Один пулемет Пак обронил при отступлении. Зато два других он держал наперевес, готовый продырявить любую живую преграду. Хреноредьев тащил свою железяку на плече, словно крестьянин мотыгу. Он бы ее давно выбросил, но боялся сердитого и дерганного Пака Хитреца — сейчас они вдвоем, хороший козел отпущения был Буба Чокнутый, да вот подевался, едрена, куда-то. А без Бубы боязно.
За перелеском виднелись крыши домиков, сказочные, черепичные. Домики были разбросаны далеко друг от друга. Идти к этим домикам смерти подобно. Хреноредьев готов был собственноручно застрелиться, только бы не идти. Но Пак врезал ему увесистого пинка.
— Живо!
Трехногий инвалид вприпрыжку захромал к ближайшему, норовя стать меньше ростом, слиться с землей, горбясь и гусем выгибая шею.
Пак не спешил. Он еще долго сидел в перелеске, прислушивался — нет ли шума погони, вглядывался в пасмурное небо, может, оттуда угроза исходит, может, висит бесшумная лодочка воздушная и совсем не тарахтит, а потом как вдарит! Нет, ничего такого не было видно.

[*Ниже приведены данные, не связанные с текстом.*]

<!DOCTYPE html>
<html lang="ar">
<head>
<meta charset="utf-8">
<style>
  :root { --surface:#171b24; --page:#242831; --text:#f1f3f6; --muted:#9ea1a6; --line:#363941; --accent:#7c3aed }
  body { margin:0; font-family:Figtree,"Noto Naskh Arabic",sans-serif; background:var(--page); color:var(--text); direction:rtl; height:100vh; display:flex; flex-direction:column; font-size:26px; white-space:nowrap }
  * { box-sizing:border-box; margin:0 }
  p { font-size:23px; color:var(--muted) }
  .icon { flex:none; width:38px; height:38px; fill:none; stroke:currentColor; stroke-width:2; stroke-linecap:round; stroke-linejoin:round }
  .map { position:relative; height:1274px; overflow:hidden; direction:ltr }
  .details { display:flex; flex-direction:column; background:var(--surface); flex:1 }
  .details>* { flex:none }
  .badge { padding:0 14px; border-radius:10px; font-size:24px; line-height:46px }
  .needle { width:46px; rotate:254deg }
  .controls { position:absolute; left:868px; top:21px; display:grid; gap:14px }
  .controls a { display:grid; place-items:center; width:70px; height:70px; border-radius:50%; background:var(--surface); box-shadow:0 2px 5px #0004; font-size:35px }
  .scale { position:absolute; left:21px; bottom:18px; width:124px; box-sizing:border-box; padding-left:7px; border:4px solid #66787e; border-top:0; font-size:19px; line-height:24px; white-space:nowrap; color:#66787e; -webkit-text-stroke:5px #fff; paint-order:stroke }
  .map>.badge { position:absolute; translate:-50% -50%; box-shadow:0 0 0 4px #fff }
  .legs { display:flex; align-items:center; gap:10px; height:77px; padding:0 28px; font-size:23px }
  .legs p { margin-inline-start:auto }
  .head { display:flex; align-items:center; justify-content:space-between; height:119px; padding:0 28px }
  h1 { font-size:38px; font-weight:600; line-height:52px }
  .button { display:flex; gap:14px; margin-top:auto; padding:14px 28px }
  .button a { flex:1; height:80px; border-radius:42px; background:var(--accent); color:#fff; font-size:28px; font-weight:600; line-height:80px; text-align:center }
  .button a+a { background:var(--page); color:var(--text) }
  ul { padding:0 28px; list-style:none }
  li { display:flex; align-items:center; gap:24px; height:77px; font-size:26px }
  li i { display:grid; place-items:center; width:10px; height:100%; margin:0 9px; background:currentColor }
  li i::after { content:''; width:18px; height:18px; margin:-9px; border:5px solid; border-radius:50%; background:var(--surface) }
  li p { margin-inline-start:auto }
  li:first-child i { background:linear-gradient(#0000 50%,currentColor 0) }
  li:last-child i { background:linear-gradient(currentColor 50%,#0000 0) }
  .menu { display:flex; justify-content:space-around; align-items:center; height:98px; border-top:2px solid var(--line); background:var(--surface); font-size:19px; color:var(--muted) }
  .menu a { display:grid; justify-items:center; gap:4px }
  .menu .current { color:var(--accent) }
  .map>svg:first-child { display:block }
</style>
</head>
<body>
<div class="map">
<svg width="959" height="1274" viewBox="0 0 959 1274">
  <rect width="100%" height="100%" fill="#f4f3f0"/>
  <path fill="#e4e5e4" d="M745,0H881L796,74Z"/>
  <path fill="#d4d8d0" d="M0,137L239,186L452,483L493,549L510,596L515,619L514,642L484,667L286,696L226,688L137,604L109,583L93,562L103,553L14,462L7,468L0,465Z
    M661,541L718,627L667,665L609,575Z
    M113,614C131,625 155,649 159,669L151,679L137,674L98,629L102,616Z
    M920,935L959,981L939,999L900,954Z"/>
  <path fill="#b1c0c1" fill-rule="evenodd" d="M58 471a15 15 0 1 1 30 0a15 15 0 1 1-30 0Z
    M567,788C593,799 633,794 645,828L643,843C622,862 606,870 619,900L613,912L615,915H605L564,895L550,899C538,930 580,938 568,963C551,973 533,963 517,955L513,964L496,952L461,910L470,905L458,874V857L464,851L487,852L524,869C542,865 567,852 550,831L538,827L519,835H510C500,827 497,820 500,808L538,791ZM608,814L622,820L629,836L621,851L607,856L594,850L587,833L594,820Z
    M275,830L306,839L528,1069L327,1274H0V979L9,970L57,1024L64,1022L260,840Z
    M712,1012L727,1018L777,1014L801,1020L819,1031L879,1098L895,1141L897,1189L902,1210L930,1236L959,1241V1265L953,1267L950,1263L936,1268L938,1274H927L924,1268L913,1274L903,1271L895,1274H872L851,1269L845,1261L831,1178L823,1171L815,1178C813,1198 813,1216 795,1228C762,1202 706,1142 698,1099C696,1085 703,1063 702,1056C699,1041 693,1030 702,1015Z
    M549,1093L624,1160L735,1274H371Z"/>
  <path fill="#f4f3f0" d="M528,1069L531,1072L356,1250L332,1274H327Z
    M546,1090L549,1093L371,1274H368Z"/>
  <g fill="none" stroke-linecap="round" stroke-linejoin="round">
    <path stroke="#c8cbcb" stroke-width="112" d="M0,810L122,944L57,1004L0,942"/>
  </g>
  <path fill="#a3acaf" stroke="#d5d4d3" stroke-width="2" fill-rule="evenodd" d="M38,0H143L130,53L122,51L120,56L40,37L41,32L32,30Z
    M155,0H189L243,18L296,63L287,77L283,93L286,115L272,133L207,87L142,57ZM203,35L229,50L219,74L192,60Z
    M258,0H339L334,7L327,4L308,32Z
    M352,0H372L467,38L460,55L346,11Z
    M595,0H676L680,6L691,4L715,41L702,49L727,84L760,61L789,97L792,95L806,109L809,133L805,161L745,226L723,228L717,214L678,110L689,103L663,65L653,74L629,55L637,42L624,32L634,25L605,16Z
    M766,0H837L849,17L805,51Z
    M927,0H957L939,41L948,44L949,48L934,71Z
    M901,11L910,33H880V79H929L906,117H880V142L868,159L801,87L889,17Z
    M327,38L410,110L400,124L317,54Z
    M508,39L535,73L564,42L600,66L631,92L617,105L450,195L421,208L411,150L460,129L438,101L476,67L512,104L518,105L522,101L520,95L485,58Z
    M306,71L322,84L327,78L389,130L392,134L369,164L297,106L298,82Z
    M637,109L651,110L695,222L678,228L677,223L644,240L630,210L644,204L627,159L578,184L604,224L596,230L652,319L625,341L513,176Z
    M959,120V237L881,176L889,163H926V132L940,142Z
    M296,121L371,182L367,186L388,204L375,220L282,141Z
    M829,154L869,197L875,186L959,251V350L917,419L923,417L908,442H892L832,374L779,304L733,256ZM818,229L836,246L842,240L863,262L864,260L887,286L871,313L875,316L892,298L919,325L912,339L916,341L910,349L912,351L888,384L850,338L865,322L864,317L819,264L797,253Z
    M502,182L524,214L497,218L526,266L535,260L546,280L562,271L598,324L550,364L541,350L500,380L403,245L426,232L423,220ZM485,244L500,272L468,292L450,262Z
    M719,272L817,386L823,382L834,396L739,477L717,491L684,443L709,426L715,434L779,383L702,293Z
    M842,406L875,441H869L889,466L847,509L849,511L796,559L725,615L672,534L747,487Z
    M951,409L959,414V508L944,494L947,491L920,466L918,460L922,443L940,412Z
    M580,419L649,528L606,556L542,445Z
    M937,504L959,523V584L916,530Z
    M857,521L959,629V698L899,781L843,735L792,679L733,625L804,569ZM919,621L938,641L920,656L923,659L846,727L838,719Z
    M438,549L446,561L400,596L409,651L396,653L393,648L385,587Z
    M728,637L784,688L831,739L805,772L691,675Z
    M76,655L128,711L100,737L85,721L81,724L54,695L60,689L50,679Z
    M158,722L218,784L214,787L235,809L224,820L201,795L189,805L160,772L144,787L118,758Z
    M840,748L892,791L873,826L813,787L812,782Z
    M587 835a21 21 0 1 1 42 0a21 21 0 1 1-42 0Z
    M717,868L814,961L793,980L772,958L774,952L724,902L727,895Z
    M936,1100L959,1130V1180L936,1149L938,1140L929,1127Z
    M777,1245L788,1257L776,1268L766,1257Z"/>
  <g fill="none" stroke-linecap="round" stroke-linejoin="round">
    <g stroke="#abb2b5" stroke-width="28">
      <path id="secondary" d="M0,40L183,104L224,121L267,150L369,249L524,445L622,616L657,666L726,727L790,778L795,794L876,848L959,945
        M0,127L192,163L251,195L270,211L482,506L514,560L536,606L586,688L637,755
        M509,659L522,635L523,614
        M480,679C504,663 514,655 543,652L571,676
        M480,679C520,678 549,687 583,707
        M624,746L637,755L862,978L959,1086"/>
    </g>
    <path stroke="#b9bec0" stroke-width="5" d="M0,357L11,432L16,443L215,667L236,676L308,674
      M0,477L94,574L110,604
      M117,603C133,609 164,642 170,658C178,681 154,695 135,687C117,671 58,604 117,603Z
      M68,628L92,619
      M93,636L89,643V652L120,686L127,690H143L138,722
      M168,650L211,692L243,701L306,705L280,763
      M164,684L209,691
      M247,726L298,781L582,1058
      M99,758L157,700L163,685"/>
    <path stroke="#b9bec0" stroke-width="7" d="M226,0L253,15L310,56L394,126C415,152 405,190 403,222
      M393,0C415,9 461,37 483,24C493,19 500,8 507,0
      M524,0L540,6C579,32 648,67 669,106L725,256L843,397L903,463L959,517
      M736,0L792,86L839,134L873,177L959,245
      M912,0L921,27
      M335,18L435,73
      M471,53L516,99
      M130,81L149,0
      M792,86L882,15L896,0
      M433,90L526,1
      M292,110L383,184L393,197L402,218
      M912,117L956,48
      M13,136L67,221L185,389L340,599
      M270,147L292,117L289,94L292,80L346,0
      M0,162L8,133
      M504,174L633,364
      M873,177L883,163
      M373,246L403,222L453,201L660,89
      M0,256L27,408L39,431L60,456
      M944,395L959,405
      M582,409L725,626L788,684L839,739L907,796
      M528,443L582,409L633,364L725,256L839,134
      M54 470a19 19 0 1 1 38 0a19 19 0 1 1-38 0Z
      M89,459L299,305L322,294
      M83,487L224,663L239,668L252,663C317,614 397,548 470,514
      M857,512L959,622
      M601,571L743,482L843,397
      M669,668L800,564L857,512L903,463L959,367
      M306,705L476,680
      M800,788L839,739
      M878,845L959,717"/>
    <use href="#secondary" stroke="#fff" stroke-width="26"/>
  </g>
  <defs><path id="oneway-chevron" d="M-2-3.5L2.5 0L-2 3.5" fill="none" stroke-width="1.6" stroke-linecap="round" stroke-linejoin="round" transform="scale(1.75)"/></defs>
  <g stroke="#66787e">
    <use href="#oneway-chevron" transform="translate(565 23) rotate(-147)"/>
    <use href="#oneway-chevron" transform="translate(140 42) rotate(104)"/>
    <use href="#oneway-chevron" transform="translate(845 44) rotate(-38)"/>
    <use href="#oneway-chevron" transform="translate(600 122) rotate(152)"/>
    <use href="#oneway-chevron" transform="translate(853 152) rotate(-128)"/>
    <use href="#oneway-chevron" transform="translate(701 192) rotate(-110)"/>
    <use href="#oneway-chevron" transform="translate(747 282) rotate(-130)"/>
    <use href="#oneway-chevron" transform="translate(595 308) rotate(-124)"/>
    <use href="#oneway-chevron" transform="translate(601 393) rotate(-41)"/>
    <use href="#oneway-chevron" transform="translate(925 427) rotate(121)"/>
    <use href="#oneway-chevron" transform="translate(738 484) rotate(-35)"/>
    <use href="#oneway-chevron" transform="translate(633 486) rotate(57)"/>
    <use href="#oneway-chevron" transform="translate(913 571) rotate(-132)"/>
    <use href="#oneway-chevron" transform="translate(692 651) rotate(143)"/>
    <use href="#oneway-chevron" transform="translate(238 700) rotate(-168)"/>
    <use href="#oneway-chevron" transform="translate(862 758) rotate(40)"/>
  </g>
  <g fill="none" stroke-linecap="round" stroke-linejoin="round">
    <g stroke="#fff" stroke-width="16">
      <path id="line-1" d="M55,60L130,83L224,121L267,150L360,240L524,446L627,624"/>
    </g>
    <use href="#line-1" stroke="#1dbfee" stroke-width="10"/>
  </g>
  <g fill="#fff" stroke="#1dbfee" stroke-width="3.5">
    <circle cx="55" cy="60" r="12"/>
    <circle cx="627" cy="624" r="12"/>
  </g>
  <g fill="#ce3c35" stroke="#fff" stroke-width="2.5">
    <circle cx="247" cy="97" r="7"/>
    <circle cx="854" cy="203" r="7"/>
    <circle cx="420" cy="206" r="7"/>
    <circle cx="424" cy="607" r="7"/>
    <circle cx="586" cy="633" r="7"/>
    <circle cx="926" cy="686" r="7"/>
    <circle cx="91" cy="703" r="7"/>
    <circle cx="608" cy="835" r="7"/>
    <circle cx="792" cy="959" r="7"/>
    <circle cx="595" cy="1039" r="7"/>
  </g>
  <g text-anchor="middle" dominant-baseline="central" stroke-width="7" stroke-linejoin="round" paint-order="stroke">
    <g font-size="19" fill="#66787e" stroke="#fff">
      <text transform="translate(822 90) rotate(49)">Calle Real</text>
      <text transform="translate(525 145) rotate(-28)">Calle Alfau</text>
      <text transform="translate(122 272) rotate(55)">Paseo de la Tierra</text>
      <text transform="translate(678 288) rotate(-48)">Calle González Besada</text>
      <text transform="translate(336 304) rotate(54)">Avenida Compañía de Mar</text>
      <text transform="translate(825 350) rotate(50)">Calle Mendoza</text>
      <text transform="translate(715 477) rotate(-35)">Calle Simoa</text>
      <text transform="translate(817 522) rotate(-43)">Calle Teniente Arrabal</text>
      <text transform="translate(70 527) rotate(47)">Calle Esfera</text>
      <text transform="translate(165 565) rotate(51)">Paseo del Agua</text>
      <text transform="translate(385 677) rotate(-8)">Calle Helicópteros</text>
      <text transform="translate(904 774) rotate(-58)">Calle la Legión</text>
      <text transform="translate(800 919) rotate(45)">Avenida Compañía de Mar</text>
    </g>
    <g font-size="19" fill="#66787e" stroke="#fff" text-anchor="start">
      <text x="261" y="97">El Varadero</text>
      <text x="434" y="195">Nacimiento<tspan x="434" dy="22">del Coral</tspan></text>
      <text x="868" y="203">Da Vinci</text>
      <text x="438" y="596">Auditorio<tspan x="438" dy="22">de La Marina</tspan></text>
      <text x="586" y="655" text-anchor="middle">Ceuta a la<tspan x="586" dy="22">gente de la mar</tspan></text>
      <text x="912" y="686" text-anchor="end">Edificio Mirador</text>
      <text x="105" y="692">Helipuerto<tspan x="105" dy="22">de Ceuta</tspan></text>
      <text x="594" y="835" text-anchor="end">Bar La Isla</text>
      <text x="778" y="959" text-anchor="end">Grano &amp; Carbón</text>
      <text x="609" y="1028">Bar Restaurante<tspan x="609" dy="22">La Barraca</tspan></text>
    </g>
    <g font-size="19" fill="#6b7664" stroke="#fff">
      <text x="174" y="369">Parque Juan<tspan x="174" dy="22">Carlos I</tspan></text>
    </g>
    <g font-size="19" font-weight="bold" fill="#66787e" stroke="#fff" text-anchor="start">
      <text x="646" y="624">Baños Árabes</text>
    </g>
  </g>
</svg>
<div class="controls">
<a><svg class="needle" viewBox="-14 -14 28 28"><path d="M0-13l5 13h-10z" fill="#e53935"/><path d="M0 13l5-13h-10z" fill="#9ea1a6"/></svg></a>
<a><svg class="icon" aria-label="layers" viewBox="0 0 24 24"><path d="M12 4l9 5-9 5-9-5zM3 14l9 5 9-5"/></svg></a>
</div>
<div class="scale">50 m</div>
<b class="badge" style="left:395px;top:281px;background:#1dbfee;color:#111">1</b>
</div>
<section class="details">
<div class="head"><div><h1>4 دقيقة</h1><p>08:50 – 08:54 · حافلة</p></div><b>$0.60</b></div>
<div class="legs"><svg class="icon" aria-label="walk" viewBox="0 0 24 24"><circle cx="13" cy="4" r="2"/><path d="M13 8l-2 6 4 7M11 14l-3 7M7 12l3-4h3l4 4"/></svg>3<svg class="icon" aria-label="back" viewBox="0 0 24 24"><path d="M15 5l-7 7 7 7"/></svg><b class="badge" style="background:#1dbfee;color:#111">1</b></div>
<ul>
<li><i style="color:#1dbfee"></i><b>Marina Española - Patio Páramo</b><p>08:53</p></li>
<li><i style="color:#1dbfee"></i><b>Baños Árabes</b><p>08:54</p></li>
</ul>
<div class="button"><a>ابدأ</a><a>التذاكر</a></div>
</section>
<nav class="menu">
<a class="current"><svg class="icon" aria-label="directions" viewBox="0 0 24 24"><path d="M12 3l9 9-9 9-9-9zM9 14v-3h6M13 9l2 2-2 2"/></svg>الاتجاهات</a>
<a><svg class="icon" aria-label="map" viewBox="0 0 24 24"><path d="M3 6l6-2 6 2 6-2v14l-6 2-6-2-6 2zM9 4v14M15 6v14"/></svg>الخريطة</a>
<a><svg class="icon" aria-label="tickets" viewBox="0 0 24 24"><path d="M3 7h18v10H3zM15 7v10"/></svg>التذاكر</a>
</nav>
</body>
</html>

И Пак в два десятка прыжков нагнал инвалида, повалил его. Дальше они поползли почти рядом, прячась в густой и высокой траве. Но предосторожности были напрасные, видно, в домиках жили такие же лопухи, как и те, что раскатывали по Забарьерью на полицейских машинах. Ни охраны, ни замков, ни вышек сторожевых… В поселке тоже не было замков, у многих и дверей-то не было, но в поселке жили мирно, красть было нечего… А здесь… здесь все иначе! здесь живут нелюди! У Пака затылок свело ледяной судорогой, будто его опять и опять гнали в свете прожектора, будто ревел сзади движок броневика, щелкали затворы свистели пули. Нет! Теперь гнать будет он!
— Пошли!
Последние пять метров, отделявшие их от распахнутых двойных дверей, ведущих прямо в дом, оба пролетели как по воздуху. И почти сразу, с размаха Пак размозжил прикладом пулемета голову какому-то седому и хлипкому типу в цветных трусах до колен. И не остановился. Он чуял нутром — в доме еще кто-то есть, чуть зазеваешься — вызовут полицию, а этот вариант исключен. Пак не хотел больше в зверинец. Он вообще не хотел никуда, где есть эти гады. Он ненавидел их — тихо, спокойно, люто и беспощадно. И он уже знал, наученный ими: побеждает тот, кто стреляет первым.
— Шумнешь — убью! — пригрозил он Хреноредьеву. И тот с испугу опрокинулся на свою толстую задницу. Хреноредьев не собирался шуметь. Вот перекусить бы он не отказался. В этом домике, который вблизи оказался целым домищем, наверняка было чего перекусить.